Parasiten: Federspulmilben

Feder mit Federspulmilben

Wie der Name bereits verrät, leben diese in den Federkielen bzw. nahe dem Schaft von insbesondere neuen, noch durchbluteten Federn.

Kurzfassung
Zusammenfassung

Federspulmilben sind Parasiten, die sich vor allem in noch durchbluteten Federkielen und nahe dem Schaft von Flügel- oder Schwanzfedern aufhalten. Befall äußert sich durch Missbildungen, Verfärbungen und ein Abbrechen der betroffenen Federn. Zur Diagnose wird die Federkiel-Innenstruktur mikroskopisch untersucht. Die Behandlung erfolgt meist mit Ivermectin-basierten Spot-On-Präparaten.

Kernaussagen
  • Parasiten befallen häufig neue, durchblutete Federn.
  • Symptome sind Missbildungen, Verfärbung und abbrechende Federn.
  • Diagnose erfolgt durch Mikroskopie des Federkielinhalts.
  • Spot On ist ein empfohlenes Behandlungsmittel.
  • Symptome

    Diese Parasiten leben in den Federkielen (Federspule) oder nahe dem Schaft in der Federfahne, wobei es sich vornehmlich um noch durchblutete Flügel- bzw. Schwanzfedern handelt.

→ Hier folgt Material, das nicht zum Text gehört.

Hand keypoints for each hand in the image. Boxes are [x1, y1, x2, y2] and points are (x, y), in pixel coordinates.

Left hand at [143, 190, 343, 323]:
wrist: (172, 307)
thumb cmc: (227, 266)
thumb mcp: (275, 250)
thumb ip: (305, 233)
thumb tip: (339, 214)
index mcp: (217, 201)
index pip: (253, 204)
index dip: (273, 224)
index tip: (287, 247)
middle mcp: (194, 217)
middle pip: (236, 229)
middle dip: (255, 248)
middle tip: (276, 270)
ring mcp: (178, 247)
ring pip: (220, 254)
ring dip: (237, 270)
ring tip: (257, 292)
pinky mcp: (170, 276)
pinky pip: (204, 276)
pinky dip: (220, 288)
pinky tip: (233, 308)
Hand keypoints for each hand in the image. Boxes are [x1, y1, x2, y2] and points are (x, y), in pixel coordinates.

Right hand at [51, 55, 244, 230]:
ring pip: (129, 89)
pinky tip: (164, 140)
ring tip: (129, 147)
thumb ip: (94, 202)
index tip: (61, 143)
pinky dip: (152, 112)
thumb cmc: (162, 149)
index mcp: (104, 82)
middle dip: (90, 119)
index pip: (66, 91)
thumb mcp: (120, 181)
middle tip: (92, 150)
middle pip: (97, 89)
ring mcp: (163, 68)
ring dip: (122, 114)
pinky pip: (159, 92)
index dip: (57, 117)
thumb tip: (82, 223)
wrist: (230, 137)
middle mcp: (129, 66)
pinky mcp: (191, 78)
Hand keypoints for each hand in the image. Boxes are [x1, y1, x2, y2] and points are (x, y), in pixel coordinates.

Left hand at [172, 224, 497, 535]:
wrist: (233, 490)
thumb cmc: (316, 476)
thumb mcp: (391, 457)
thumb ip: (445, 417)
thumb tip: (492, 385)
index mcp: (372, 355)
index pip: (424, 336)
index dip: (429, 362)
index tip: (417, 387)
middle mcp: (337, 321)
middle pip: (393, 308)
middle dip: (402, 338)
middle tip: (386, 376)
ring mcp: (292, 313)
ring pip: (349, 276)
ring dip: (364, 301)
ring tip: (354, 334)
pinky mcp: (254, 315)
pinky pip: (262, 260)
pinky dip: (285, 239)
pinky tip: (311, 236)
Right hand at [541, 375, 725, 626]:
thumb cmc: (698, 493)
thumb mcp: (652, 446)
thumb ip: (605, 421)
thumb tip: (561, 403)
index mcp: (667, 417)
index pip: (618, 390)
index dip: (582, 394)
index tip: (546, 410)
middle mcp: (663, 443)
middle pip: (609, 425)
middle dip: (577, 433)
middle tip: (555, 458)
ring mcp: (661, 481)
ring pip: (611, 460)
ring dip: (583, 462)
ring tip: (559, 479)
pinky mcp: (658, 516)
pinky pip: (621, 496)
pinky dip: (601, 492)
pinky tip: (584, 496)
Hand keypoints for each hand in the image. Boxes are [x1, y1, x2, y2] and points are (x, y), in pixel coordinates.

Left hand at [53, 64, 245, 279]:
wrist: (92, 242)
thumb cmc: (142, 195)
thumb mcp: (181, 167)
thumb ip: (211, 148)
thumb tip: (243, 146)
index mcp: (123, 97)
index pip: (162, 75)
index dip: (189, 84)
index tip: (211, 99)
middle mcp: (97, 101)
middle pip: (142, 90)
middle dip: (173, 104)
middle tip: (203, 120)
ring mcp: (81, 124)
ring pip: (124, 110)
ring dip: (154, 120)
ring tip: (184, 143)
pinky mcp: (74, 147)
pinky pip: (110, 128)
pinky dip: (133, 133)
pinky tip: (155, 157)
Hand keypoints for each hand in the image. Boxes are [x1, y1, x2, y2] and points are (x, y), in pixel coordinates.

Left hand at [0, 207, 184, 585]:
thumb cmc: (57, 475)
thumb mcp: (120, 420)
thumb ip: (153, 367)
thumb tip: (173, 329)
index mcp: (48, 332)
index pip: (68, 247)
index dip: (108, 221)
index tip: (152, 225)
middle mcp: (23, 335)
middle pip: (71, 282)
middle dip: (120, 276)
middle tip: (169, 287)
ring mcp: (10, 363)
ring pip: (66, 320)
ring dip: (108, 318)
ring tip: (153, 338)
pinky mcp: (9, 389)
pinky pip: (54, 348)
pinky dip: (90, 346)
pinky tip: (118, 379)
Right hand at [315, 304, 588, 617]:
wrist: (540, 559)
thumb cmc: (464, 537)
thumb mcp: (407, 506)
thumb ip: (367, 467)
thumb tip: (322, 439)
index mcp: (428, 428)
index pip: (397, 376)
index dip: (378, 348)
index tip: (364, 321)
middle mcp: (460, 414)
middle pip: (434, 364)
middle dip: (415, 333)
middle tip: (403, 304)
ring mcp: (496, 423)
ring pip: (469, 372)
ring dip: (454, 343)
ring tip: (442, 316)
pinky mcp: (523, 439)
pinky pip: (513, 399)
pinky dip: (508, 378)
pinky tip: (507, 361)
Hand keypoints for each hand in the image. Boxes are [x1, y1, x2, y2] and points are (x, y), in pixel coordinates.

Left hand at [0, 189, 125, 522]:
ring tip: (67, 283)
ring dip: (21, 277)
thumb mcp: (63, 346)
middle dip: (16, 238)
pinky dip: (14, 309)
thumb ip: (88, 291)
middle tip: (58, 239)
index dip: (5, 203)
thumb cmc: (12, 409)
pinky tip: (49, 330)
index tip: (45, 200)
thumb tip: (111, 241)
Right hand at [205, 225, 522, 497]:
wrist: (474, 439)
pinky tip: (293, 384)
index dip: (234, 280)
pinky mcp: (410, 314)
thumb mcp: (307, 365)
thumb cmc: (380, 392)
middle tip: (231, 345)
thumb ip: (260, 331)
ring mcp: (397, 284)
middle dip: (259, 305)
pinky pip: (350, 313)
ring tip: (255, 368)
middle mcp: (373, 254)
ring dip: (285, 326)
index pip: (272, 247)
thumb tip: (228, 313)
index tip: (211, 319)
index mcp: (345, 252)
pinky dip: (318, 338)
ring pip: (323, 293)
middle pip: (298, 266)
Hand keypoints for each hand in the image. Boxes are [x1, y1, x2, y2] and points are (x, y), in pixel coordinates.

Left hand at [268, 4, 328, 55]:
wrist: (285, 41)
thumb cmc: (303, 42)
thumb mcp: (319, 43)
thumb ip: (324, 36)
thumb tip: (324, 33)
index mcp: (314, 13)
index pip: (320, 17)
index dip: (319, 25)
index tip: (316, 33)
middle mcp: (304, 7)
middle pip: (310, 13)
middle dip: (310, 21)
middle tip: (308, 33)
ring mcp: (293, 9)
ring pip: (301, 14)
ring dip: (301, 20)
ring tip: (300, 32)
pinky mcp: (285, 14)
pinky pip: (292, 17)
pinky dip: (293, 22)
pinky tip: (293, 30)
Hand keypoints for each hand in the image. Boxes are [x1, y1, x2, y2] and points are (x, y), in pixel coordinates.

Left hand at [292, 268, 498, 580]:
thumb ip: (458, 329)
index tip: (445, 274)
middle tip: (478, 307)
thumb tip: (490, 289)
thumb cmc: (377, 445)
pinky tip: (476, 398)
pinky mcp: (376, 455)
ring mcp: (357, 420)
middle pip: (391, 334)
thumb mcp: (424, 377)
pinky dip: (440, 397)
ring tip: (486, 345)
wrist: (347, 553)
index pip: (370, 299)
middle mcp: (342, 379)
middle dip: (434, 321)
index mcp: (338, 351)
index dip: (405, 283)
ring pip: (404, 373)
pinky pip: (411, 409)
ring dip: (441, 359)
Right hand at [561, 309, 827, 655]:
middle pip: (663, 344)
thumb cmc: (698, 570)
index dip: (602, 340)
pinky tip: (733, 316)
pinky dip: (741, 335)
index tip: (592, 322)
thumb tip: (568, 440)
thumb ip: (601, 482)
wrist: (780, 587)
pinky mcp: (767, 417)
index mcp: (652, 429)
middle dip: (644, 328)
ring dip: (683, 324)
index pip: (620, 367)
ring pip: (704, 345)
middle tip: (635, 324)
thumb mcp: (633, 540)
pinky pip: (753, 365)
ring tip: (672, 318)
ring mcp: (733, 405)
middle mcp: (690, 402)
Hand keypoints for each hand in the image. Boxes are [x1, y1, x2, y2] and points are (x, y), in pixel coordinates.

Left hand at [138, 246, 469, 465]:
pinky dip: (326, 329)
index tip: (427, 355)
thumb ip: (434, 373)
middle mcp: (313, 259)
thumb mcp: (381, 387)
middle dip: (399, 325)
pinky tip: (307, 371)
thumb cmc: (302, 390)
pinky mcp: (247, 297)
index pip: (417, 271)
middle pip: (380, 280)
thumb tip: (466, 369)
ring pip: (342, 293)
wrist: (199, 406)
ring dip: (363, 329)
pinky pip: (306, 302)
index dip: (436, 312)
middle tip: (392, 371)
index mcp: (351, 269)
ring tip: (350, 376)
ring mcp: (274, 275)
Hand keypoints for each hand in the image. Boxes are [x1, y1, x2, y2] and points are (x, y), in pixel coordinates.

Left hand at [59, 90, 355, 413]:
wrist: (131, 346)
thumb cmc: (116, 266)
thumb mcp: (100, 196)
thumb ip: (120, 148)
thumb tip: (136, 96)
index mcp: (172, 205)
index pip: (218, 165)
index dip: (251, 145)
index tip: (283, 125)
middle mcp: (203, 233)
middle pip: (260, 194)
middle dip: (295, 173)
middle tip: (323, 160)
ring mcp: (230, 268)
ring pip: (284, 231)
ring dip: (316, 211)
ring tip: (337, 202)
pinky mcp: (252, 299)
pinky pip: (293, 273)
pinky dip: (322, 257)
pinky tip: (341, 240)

    Symptome sind zum einen Federmissbildungen und zum anderen eine rötlich-schwarze Verfärbung der Federkiele, die durch Blutgerinnsel im Inneren hervorgerufen werden.

    Die befallenen Federn brechen zudem häufig ab.

    Diagnose

    Der Federkiel einer befallenen Feder wird aufgeschnitten und dann wird der graue, pulverige Inhalt unter dem Mikroskop betrachtet. Unter diesem sind die Federspulmilben gut zu erkennen.

    Therapie bei Federspulmilben

    Auch hier empfiehlt sich, wie bei vielen anderen Milbenarten, ein Spot-On mit Ivermectin oder einem vergleichbaren Medikament.